USPSTF continues to recommend against screening for pancreatic cancer

There is no evidence that screening for pancreatic cancer or treating screen-detected disease improves disease-specific morbidity or all-cause mortality in average-risk adults with no symptoms, the U.S. Preventive Services Task Force (USPSTF) concluded.


The U.S. Preventive Services Task Force has finalized its most recent recommendation against screening for pancreatic cancer in asymptomatic adults at average risk.

The Task Force used a reaffirmation deliberation process to update its 2004 recommendation on this topic, meaning that only a very high level of evidence would justify a change in its previous D grade. The final recommendation and the updated evidence report and systematic review were published by JAMA on Aug. 6.

The systematic review included 13 fair-quality prospective cohort screening studies involving 1,317 patients, most of whom were at high familial risk for pancreatic cancer. None of the 13 studies reported on whether screening for pancreatic cancer affected morbidity or mortality or on the effectiveness of treatment for such cancer detected by screening. Diagnostic yield ranged from 0 to 75 cases per 1,000 persons for endoscopic ultrasound, MRI, and/or CT. Eighteen cases of pancreatic cancer were detected overall in 1,156 adults with increased familial risk, and 0 cases were detected in 161 adults at average risk. No serious physical or psychosocial harm was found in studies that included such outcomes, and evidence of surgical harm was limited.

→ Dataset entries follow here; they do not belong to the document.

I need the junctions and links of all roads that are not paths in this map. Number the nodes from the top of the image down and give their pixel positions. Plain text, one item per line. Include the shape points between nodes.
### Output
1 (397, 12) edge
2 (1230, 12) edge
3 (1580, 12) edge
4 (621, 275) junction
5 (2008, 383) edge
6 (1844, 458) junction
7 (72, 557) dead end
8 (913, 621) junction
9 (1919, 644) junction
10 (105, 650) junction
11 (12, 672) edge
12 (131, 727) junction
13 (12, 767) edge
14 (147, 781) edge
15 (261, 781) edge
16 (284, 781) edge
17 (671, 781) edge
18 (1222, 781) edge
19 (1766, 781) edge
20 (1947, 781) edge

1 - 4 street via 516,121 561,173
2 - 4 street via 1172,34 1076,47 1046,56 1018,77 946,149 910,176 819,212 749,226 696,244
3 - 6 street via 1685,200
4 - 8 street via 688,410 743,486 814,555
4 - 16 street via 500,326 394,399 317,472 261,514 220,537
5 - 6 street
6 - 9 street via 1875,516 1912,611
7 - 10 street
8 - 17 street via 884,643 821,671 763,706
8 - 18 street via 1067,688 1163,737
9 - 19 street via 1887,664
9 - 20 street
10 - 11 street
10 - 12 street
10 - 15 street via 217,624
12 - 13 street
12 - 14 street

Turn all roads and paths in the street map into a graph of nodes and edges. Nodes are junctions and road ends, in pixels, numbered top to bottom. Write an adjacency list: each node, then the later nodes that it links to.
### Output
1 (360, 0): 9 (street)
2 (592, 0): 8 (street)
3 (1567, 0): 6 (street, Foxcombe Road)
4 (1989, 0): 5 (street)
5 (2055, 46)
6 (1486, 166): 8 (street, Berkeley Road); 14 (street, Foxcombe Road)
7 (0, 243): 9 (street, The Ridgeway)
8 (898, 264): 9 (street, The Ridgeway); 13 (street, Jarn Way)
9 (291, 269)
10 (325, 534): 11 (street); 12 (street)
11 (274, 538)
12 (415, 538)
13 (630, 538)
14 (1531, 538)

Based on the updated evidence report and review, the Task Force concluded that there is no evidence that screening for pancreatic cancer or treating screening-detected disease improves disease-specific morbidity or mortality or all-cause mortality in adults with no symptoms who are at average risk. It noted that its recommendation does not apply to patients at high risk due to an inherited genetic syndrome, such as hereditary pancreatitis or Peutz-Jeghers syndrome, or due to a family history of pancreatic cancer. The Grade D recommendation does apply to patients with other lesser risk factors, such as new-onset diabetes, older age, cigarette smoking, obesity, pre-existing diabetes, or a history of chronic pancreatitis, as they are considered part of the general population, the Task Force said.

An accompanying editorial, also published Aug. 6 by JAMA, agreed with the Task Force's recommendation but noted that if the surveillance population included more patients with associated germline mutations, familial pancreatic cancer, and possibly new-onset diabetes, the balance might shift in favor of screening in these groups. “Further study is needed to fully define the population who should be screened and by what optimal strategy to improve outcomes and minimize harms resulting from pancreatic cancer surveillance in individuals at increased risk,” the editorialists wrote.